__Your goal__
Could you output every record again, exactly as given?

__Data under study__

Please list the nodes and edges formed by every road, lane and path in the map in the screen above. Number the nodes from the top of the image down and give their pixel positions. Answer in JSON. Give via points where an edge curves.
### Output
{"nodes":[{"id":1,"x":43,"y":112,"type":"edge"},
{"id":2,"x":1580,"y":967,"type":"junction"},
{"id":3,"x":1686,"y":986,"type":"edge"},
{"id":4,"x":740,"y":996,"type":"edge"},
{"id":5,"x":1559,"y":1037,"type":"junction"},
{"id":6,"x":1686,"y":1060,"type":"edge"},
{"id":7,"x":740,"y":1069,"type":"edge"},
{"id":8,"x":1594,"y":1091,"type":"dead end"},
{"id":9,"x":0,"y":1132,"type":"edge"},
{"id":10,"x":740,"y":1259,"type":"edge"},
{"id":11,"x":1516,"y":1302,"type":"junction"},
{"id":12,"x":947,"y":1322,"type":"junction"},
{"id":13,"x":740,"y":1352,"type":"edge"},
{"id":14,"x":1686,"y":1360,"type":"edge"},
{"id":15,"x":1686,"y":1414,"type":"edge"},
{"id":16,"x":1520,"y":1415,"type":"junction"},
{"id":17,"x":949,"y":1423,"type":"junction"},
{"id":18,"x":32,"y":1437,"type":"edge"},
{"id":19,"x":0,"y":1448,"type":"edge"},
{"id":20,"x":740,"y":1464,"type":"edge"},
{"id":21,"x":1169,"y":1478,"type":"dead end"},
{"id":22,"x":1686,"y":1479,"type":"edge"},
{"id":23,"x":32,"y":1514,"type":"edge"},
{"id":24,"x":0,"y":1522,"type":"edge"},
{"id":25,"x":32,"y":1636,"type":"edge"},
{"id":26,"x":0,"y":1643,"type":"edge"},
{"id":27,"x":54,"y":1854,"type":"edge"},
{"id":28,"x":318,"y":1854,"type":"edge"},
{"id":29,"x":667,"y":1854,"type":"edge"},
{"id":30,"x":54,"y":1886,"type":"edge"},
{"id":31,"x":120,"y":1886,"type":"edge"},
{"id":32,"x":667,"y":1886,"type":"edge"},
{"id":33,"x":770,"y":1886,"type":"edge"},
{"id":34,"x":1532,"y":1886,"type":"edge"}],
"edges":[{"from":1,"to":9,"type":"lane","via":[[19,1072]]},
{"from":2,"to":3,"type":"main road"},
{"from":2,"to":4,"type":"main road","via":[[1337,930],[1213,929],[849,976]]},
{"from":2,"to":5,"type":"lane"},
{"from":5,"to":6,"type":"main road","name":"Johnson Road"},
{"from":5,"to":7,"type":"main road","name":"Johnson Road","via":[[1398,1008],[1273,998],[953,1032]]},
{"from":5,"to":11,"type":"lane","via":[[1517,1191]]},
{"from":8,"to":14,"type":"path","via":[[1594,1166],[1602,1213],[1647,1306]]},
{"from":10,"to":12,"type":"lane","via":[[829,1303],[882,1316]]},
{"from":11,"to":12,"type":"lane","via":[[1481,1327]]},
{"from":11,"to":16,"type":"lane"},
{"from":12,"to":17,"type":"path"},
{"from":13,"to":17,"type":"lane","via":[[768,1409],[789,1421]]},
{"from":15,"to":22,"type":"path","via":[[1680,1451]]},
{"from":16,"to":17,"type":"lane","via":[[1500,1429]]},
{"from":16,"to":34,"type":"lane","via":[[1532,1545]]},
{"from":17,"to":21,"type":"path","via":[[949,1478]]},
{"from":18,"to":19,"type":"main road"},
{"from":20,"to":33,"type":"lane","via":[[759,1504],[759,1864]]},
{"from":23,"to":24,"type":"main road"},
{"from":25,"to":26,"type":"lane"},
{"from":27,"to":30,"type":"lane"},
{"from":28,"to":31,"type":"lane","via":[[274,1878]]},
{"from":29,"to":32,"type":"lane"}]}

__Task result__
Please list the nodes and edges formed by every road, lane and path in the map in the screen above. Number the nodes from the top of the image down and give their pixel positions. Answer in JSON. Give via points where an edge curves.
### Output
{"nodes":[{"id":1,"x":43,"y":112,"type":"edge"},
{"id":2,"x":1580,"y":967,"type":"junction"},
{"id":3,"x":1686,"y":986,"type":"edge"},
{"id":4,"x":740,"y":996,"type":"edge"},
{"id":5,"x":1559,"y":1037,"type":"junction"},
{"id":6,"x":1686,"y":1060,"type":"edge"},
{"id":7,"x":740,"y":1069,"type":"edge"},
{"id":8,"x":1594,"y":1091,"type":"dead end"},
{"id":9,"x":0,"y":1132,"type":"edge"},
{"id":10,"x":740,"y":1259,"type":"edge"},
{"id":11,"x":1516,"y":1302,"type":"junction"},
{"id":12,"x":947,"y":1322,"type":"junction"},
{"id":13,"x":740,"y":1352,"type":"edge"},
{"id":14,"x":1686,"y":1360,"type":"edge"},
{"id":15,"x":1686,"y":1414,"type":"edge"},
{"id":16,"x":1520,"y":1415,"type":"junction"},
{"id":17,"x":949,"y":1423,"type":"junction"},
{"id":18,"x":32,"y":1437,"type":"edge"},
{"id":19,"x":0,"y":1448,"type":"edge"},
{"id":20,"x":740,"y":1464,"type":"edge"},
{"id":21,"x":1169,"y":1478,"type":"dead end"},
{"id":22,"x":1686,"y":1479,"type":"edge"},
{"id":23,"x":32,"y":1514,"type":"edge"},
{"id":24,"x":0,"y":1522,"type":"edge"},
{"id":25,"x":32,"y":1636,"type":"edge"},
{"id":26,"x":0,"y":1643,"type":"edge"},
{"id":27,"x":54,"y":1854,"type":"edge"},
{"id":28,"x":318,"y":1854,"type":"edge"},
{"id":29,"x":667,"y":1854,"type":"edge"},
{"id":30,"x":54,"y":1886,"type":"edge"},
{"id":31,"x":120,"y":1886,"type":"edge"},
{"id":32,"x":667,"y":1886,"type":"edge"},
{"id":33,"x":770,"y":1886,"type":"edge"},
{"id":34,"x":1532,"y":1886,"type":"edge"}],
"edges":[{"from":1,"to":9,"type":"lane","via":[[19,1072]]},
{"from":2,"to":3,"type":"main road"},
{"from":2,"to":4,"type":"main road","via":[[1337,930],[1213,929],[849,976]]},
{"from":2,"to":5,"type":"lane"},
{"from":5,"to":6,"type":"main road","name":"Johnson Road"},
{"from":5,"to":7,"type":"main road","name":"Johnson Road","via":[[1398,1008],[1273,998],[953,1032]]},
{"from":5,"to":11,"type":"lane","via":[[1517,1191]]},
{"from":8,"to":14,"type":"path","via":[[1594,1166],[1602,1213],[1647,1306]]},
{"from":10,"to":12,"type":"lane","via":[[829,1303],[882,1316]]},
{"from":11,"to":12,"type":"lane","via":[[1481,1327]]},
{"from":11,"to":16,"type":"lane"},
{"from":12,"to":17,"type":"path"},
{"from":13,"to":17,"type":"lane","via":[[768,1409],[789,1421]]},
{"from":15,"to":22,"type":"path","via":[[1680,1451]]},
{"from":16,"to":17,"type":"lane","via":[[1500,1429]]},
{"from":16,"to":34,"type":"lane","via":[[1532,1545]]},
{"from":17,"to":21,"type":"path","via":[[949,1478]]},
{"from":18,"to":19,"type":"main road"},
{"from":20,"to":33,"type":"lane","via":[[759,1504],[759,1864]]},
{"from":23,"to":24,"type":"main road"},
{"from":25,"to":26,"type":"lane"},
{"from":27,"to":30,"type":"lane"},
{"from":28,"to":31,"type":"lane","via":[[274,1878]]},
{"from":29,"to":32,"type":"lane"}]}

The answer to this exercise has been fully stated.